Initial volume of water in the saltwater solution = \(\frac{80}{100}x\) = \(0.8x\)

If \(1/4\) of the water is evaporated, then \(1 - 1/4 = 3/4\) is remaining.

Remaining water = \(\frac{3}{4}(\frac{80}{100}x)\) = \(\frac{3}{5}x\) = \(0.6x\)

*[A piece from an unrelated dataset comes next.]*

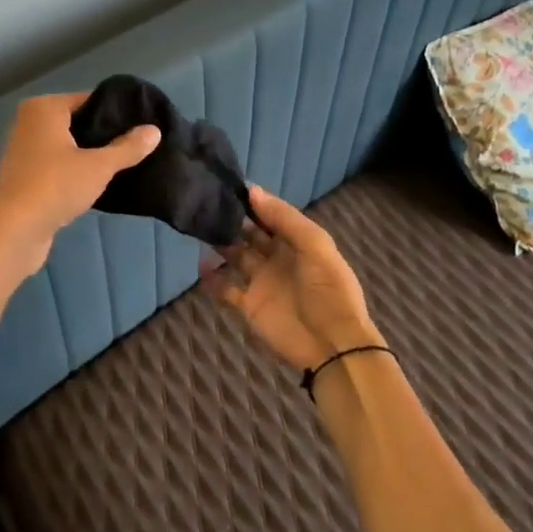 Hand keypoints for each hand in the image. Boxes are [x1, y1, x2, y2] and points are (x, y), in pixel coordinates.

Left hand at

After adding 10 gallons of water and 20 gallons of salt to the solution ->

New volume of salt = \(0.2x + 20\)
New volume of water = \(0.6x + 10\)

Total volume of the new salt water solution = \((0.2x + 20) + (0.6x + 10) = 0.8x + 30\)

We know that the new solution has a salt concentration of \(33 \frac{1}{3}\)% = \(33.3333......\)%
\(33.3333......\)% = \(\frac{33.33333.....}{100} = 0.33333...... = \frac{1}{3}\)

So, \(1/3\) volume of the new saltwater solution is equal to the volume of salt we calculated after adding 20 gallons of salt to the initial solution.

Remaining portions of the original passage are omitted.